Dataset setting and data loader for AVMNIST dataset by refactoring https://github.com/pliang279/MultiBench/blob/main/datasets/avmnist/get_data.py

class kale.loaddata.avmnist_datasets.AVMNISTDataset(data_dir, batch_size=40, flatten_audio=False, flatten_image=False, unsqueeze_channel=True, normalize_image=True, normalize_audio=True)

Bases: object

This class loads the AVMNIST data stored in a specified directory, and prepares it for training, validation, and testing. This class also takes care of the pre-processing steps such as reshaping and normalizing the data based on provided arguments. This includes options to flatten the audio and image data, normalize the image and audio data, and add a dimension to the data, often used to represent the channel in image or audio data. Furthermore, The class handles the splitting of data into training and validation sets. It provides separate data loaders for the training, validation, and testing sets, which can be used to iterate over the data during model training and evaluation. This data loader class simplifies the data preparation process for multimodal learning tasks, allowing the user to focus on model architecture and hyperparameter tuning.

Parameters:

  • data_dir (str) – Directory of data.

  • batch_size (int, optional) – Batch size. Defaults to 40.

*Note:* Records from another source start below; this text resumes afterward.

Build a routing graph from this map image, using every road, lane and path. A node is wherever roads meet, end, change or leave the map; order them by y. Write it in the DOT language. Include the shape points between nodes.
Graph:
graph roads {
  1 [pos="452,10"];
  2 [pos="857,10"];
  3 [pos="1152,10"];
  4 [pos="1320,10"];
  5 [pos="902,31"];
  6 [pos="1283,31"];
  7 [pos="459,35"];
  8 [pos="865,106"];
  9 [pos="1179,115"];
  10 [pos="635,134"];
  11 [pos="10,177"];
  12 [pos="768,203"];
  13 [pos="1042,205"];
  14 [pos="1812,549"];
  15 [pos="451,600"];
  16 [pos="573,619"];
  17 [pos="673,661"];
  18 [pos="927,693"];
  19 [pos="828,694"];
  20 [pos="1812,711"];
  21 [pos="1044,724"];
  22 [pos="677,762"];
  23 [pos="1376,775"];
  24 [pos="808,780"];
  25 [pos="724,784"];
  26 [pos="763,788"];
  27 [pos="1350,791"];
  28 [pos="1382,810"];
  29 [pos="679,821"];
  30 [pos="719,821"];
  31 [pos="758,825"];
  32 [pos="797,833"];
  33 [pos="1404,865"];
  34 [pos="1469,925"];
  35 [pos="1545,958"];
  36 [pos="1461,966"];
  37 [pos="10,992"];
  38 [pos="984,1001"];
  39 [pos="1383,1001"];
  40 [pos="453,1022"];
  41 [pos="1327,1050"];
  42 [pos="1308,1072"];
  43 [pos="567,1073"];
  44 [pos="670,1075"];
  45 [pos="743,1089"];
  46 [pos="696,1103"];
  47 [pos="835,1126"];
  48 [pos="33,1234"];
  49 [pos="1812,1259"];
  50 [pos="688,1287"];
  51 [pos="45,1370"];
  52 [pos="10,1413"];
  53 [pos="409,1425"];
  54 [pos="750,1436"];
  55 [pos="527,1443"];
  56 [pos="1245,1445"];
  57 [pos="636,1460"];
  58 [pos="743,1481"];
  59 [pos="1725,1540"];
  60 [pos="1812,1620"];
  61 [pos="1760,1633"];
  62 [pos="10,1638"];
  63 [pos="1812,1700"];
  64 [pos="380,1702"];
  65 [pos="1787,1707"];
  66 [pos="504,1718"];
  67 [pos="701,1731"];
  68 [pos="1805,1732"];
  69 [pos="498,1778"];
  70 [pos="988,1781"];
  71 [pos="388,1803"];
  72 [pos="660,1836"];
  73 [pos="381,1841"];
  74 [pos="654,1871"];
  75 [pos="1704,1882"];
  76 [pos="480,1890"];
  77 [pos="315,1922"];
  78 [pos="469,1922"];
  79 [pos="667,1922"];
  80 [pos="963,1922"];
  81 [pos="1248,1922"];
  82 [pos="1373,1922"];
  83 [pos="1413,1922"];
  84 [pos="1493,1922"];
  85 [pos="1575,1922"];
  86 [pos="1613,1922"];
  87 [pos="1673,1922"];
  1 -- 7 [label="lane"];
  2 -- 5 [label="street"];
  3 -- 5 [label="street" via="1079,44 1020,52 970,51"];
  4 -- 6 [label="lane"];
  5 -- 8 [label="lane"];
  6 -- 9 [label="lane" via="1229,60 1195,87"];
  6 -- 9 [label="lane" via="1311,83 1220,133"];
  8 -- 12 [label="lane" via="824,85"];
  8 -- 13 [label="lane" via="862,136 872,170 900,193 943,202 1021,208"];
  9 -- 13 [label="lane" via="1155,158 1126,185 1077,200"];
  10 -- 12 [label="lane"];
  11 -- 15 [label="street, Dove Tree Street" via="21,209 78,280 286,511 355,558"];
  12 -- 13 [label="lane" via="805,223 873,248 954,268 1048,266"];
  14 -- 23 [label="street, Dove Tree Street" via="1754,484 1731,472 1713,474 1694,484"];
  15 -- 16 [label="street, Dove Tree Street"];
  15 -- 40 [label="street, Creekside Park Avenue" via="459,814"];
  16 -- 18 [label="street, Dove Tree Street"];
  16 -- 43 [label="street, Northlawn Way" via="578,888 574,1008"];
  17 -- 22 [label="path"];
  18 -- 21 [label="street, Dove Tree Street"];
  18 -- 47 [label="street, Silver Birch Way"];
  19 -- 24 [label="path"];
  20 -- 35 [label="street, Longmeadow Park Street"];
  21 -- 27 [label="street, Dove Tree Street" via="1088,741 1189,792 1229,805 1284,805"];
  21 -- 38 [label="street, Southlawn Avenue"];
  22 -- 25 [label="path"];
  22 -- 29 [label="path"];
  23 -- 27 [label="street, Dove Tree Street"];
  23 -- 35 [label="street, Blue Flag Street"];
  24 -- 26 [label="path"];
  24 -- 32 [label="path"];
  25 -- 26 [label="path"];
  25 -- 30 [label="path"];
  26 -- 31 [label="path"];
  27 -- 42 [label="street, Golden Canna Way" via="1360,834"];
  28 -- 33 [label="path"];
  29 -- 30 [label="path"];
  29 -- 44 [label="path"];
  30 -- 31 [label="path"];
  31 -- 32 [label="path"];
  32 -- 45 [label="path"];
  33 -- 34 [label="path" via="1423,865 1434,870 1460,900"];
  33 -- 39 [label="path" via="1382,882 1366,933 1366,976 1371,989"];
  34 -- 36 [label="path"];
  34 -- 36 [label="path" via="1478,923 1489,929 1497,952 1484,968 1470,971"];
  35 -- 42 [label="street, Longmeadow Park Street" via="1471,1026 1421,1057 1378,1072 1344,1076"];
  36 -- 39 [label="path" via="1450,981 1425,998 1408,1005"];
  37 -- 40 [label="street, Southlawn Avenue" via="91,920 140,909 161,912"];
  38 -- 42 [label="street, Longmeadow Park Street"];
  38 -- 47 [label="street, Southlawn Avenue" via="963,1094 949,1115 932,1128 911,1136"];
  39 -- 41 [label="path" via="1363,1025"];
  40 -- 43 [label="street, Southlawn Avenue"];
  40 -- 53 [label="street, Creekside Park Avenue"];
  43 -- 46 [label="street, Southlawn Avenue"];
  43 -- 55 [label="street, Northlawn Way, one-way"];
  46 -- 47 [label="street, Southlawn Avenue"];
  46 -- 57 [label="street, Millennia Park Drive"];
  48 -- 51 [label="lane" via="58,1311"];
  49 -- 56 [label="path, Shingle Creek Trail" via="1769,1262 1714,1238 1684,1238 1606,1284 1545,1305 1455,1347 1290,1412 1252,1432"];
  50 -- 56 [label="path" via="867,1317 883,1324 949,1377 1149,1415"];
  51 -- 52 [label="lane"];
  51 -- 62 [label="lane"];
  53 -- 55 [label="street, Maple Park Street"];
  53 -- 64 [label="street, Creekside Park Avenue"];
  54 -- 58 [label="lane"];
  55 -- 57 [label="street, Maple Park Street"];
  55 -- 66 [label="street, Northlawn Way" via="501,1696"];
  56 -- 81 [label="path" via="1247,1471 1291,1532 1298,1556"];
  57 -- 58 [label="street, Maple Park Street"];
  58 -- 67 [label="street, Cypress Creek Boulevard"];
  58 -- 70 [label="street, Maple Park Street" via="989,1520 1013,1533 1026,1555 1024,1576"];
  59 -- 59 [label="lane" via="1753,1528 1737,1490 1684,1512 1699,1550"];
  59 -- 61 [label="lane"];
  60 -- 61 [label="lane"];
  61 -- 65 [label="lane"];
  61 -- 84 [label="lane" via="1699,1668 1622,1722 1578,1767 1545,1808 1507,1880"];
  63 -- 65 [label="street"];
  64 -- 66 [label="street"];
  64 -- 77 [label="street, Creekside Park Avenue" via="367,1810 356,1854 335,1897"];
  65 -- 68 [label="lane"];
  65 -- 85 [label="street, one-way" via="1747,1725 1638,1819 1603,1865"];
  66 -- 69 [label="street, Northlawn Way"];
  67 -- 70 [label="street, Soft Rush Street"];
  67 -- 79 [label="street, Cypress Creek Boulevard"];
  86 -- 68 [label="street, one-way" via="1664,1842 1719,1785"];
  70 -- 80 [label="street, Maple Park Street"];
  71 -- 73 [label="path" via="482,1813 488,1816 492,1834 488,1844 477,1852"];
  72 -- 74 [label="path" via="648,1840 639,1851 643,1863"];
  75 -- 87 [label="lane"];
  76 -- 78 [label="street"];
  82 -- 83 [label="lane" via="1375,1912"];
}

  • flatten_audio (bool, optional) – Whether to flatten audio data or not. Defaults to False.

  • flatten_image (bool, optional) – Whether to flatten image data or not. Defaults to False.

  • unsqueeze_channel (bool, optional) – Whether to unsqueeze any channels or not. Defaults to True.

  • normalize_image (bool, optional) – Whether to normalize the images before returning. Defaults to True.

  • normalize_audio (bool, optional) – Whether to normalize the audio before returning. Defaults to True.

load_data()
get_train_loader(shuffle=True)
get_valid_loader(shuffle=False)
get_test_loader(shuffle=False)

kale.loaddata.dataset_access module

Dataset Access API adapted from https://github.com/criteo-research/pytorch-ada/blob/master/adalib/ada/datasets/dataset_access.py

class kale.loaddata.dataset_access.DatasetAccess(n_classes)

Bases: object

This class ensures a unique API is used to access training, validation and test splits of any dataset.

Parameters:

n_classes (int) – the number of classes.

n_classes()
get_train()

Returns: a torch.utils.data.Dataset

get_train_valid(valid_ratio)

Randomly split a dataset into non-overlapping training and validation datasets.

Parameters:

valid_ratio (float) – the ratio for validation set

Returns:

a torch.utils.data.Dataset

Return type:

dataset

get_test()
kale.loaddata.dataset_access.get_class_subset(dataset, class_ids)
Parameters:

  • dataset – a torch.utils.data.Dataset

  • class_ids (list, optional) – List of chosen subset of class ids.

Returns:

a torch.utils.data.Dataset

Return type:

dataset

kale.loaddata.dataset_access.split_by_ratios(dataset, split_ratios)

Randomly split a dataset into non-overlapping new datasets of given ratios.

Parameters:

  • dataset (torch.utils.data.Dataset, list, or Tensor) – Dataset or data indices to be split.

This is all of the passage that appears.